• [YOUR OBJECTIVE] If a line includes "roads", copy it out of the entries.

---- RECORDS SHOWN

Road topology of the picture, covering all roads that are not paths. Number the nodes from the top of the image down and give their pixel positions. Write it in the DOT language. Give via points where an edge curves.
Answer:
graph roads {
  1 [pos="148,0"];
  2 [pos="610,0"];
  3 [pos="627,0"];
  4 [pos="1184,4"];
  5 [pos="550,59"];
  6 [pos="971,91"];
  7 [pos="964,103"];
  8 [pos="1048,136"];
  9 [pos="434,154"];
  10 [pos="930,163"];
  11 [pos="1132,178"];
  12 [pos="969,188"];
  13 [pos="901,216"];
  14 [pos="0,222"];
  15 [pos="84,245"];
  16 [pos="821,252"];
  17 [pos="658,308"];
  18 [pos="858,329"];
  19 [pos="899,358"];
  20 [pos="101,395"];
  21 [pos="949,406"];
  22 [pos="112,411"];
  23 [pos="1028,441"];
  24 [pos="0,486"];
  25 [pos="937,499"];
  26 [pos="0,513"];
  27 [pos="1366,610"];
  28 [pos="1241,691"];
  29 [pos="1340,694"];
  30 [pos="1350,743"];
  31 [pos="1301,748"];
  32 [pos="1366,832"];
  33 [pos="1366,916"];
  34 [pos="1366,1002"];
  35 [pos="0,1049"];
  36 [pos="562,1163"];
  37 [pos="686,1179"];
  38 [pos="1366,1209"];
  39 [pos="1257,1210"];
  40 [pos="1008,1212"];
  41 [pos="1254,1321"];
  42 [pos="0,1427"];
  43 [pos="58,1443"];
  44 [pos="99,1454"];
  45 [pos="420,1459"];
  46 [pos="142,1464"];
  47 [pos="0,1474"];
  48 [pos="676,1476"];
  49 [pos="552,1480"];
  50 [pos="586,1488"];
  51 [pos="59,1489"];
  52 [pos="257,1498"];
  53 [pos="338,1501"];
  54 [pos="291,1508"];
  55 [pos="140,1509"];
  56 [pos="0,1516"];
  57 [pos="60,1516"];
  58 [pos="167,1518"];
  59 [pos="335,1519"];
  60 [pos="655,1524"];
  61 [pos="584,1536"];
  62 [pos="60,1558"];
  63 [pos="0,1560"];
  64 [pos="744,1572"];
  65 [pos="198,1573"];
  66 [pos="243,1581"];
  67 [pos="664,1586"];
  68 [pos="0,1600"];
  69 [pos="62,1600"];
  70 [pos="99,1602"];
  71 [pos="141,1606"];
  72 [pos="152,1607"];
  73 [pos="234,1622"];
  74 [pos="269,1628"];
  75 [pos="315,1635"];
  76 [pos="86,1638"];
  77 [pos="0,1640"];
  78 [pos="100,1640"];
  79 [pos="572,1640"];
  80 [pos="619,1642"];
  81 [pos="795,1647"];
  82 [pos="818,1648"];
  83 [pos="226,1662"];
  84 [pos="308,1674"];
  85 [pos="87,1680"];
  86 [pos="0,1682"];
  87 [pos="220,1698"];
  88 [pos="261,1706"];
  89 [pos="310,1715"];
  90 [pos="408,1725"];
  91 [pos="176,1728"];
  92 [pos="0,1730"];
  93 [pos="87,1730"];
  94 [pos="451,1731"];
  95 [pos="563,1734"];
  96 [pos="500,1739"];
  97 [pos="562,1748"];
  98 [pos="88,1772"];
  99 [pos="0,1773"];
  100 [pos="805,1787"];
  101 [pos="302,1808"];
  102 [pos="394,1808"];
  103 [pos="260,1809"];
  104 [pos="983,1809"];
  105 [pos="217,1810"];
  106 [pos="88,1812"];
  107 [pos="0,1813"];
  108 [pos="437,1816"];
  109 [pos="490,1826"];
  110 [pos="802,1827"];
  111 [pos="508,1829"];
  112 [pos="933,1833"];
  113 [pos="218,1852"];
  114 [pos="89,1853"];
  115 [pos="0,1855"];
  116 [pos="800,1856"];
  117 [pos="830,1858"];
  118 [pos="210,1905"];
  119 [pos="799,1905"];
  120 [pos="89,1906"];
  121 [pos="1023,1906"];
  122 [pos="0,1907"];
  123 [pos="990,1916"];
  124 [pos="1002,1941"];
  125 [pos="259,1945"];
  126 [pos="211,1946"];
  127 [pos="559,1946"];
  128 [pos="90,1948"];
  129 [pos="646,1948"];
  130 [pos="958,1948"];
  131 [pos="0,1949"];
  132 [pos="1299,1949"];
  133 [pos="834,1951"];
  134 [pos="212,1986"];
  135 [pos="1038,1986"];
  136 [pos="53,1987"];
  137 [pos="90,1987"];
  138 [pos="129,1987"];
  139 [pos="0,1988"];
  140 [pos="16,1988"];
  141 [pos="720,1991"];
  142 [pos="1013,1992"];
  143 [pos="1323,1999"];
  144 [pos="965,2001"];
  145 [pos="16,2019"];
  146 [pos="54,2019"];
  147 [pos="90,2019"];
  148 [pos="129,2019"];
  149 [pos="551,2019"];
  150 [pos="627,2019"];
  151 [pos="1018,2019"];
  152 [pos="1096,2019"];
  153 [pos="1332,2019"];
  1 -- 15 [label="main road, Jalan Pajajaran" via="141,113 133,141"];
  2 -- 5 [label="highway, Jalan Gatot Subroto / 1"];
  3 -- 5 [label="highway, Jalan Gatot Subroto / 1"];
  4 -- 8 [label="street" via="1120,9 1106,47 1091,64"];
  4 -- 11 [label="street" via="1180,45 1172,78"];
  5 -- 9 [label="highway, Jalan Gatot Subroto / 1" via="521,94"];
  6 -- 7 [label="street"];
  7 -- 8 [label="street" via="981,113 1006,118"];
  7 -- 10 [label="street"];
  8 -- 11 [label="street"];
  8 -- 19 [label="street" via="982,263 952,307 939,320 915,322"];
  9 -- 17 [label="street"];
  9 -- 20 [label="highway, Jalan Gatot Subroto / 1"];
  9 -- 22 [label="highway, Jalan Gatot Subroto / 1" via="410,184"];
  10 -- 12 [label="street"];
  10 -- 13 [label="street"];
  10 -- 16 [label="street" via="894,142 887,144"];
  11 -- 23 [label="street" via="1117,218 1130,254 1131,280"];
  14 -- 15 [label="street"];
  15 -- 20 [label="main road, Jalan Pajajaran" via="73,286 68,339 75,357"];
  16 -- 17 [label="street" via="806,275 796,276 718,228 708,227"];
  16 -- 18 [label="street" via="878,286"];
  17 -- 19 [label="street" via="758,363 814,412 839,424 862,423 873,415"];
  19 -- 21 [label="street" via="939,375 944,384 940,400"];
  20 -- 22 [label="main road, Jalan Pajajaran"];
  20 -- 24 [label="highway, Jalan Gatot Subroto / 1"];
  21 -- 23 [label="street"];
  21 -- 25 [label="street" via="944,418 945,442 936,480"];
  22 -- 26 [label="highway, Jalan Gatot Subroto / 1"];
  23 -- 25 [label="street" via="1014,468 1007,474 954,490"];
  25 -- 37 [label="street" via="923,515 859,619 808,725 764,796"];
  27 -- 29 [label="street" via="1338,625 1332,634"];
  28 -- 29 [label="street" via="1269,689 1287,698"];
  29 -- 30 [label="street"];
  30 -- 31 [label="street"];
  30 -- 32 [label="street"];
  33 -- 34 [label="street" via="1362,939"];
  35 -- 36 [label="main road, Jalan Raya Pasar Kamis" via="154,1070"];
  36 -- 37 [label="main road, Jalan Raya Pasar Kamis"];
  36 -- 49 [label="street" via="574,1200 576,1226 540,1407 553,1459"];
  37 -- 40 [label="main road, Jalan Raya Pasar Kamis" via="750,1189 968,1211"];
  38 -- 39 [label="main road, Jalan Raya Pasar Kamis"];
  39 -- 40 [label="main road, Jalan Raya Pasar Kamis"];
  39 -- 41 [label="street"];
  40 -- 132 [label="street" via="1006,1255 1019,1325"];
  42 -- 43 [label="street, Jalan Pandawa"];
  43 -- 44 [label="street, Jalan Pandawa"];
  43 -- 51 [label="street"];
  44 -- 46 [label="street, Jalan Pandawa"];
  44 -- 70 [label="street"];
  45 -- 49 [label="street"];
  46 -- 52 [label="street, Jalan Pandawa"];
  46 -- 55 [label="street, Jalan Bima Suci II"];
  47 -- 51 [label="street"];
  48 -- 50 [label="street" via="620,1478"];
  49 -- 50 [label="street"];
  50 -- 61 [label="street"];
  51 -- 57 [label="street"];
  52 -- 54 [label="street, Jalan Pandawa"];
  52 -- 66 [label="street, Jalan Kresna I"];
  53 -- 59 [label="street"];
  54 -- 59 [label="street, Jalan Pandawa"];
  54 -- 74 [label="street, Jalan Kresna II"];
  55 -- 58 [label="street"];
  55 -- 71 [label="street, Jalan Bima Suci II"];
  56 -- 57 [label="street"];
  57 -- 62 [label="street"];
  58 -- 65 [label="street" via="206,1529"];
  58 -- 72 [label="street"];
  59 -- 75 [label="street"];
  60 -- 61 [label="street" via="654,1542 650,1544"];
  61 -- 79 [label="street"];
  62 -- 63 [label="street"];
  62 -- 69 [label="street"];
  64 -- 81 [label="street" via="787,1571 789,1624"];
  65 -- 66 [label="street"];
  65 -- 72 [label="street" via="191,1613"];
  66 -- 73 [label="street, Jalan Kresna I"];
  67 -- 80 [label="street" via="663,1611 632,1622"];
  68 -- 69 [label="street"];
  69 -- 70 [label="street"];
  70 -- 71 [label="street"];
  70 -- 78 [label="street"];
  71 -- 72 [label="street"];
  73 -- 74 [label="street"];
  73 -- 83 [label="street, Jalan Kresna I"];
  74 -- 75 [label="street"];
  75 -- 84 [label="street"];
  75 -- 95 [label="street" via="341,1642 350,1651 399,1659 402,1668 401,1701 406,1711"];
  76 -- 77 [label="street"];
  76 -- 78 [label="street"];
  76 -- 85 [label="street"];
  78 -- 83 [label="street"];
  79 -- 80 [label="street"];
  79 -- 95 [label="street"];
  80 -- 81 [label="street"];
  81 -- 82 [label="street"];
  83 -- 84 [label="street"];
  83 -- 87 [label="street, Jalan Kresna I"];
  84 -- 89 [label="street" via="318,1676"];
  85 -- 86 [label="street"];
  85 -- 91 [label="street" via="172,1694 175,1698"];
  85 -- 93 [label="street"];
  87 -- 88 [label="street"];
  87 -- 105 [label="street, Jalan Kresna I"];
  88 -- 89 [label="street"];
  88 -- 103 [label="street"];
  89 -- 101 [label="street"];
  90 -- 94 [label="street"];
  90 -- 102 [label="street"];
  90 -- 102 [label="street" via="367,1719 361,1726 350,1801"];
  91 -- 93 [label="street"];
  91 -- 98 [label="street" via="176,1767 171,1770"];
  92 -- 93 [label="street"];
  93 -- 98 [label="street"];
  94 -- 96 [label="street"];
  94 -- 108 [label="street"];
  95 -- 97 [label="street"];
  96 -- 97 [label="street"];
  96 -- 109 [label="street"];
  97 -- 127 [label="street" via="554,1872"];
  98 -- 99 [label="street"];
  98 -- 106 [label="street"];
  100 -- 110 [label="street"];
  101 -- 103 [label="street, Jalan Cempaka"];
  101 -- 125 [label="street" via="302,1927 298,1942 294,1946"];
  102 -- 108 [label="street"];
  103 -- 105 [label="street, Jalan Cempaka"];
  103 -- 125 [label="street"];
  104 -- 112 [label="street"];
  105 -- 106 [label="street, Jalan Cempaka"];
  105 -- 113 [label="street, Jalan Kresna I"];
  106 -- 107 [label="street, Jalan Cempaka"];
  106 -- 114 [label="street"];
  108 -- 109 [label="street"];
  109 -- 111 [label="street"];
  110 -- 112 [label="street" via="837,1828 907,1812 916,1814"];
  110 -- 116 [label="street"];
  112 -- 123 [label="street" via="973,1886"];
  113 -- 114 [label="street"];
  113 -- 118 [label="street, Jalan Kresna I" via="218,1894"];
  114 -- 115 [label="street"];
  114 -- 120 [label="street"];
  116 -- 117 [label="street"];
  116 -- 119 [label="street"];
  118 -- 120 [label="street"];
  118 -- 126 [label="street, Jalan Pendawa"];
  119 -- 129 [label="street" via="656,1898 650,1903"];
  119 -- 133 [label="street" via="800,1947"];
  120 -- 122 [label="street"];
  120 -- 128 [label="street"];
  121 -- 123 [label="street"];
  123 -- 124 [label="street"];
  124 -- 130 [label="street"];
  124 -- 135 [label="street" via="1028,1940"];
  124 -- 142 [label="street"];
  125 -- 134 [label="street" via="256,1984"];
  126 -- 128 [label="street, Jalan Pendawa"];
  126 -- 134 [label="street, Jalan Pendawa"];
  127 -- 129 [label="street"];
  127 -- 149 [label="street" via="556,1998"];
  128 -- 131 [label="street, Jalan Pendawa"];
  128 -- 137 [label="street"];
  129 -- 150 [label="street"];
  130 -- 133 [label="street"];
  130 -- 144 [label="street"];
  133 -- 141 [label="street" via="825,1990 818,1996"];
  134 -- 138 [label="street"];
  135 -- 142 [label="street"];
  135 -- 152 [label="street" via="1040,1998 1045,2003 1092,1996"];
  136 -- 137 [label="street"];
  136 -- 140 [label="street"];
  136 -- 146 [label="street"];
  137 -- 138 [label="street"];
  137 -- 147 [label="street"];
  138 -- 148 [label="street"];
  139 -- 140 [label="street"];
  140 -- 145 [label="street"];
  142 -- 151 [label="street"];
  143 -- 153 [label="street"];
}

--------

• [EXPECTED ANSWER]
Road topology of the picture, covering all roads that are not paths. Number the nodes from the top of the image down and give their pixel positions. Write it in the DOT language. Give via points where an edge curves.
graph roads {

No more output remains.